Ultramicropore Engineering by Dehydration to Enable Molecular Sieving of H₂ by Calcium Trimesate

The high energy footprint of commodity gas purification and increasing demand for gases require new approaches to gas separation. Kinetic separation of gas mixtures through molecular sieving can enable separation by molecular size or shape exclusion. Physisorbents must exhibit the right pore diameter to enable separation, but the 0.3–0.4 nm range relevant to small gas molecules is hard to control. Herein, dehydration of the ultramicroporous metal–organic framework Ca-trimesate, Ca(HBTC)⋅H₂O (H₃BTC=trimesic acid), bnn-1-Ca-H₂O, affords a narrow pore variant, Ca(HBTC), bnn-1-Ca.
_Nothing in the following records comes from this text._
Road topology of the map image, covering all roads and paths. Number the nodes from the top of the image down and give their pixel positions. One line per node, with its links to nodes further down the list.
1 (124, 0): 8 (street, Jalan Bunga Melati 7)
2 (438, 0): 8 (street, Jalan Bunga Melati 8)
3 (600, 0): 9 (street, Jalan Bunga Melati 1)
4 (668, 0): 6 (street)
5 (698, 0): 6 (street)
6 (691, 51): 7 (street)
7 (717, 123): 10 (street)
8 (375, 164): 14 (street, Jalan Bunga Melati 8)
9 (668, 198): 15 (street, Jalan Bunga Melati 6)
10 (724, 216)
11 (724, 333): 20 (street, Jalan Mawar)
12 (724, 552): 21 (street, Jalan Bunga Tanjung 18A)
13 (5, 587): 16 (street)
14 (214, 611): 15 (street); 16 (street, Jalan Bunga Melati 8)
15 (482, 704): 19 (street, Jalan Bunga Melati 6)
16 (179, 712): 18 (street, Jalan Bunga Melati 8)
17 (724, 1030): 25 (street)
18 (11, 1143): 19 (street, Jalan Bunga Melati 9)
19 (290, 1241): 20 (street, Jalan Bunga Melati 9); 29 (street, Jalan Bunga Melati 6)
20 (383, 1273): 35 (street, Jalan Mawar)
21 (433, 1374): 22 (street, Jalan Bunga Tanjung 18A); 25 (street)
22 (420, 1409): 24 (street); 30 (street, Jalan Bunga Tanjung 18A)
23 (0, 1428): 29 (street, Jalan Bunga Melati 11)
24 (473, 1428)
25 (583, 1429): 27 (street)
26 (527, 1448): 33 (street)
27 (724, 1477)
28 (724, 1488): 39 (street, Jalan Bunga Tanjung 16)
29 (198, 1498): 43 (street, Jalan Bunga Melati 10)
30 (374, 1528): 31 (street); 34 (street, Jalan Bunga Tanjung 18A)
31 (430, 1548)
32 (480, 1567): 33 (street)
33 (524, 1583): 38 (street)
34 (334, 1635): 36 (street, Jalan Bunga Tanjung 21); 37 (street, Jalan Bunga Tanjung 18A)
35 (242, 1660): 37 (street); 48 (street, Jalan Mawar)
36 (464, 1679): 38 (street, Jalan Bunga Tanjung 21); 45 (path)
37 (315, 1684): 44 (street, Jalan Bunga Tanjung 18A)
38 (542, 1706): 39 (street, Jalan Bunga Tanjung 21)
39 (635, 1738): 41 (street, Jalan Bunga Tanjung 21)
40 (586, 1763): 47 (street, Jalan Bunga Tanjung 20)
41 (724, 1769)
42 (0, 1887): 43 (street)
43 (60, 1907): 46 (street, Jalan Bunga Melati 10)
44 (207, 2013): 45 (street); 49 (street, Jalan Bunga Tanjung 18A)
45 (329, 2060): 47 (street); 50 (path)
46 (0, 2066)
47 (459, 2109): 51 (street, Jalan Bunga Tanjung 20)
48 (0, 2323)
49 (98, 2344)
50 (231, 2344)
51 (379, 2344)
Whereas bnn-1-Ca-H₂O (pore diameter 0.34 nm) exhibits ultra-high CO₂/N₂, CO₂/CH₄, and C₂H₂/C₂H₄ binary selectivity, bnn-1-Ca (pore diameter 0.31 nm) offers ideal selectivity for H₂/CO₂ and H₂/N₂ under cryogenic conditions. Ca-trimesate, the first physisorbent to exhibit H₂ sieving under cryogenic conditions, could be a prototype for a general approach to exert precise control over pore diameter in physisorbents.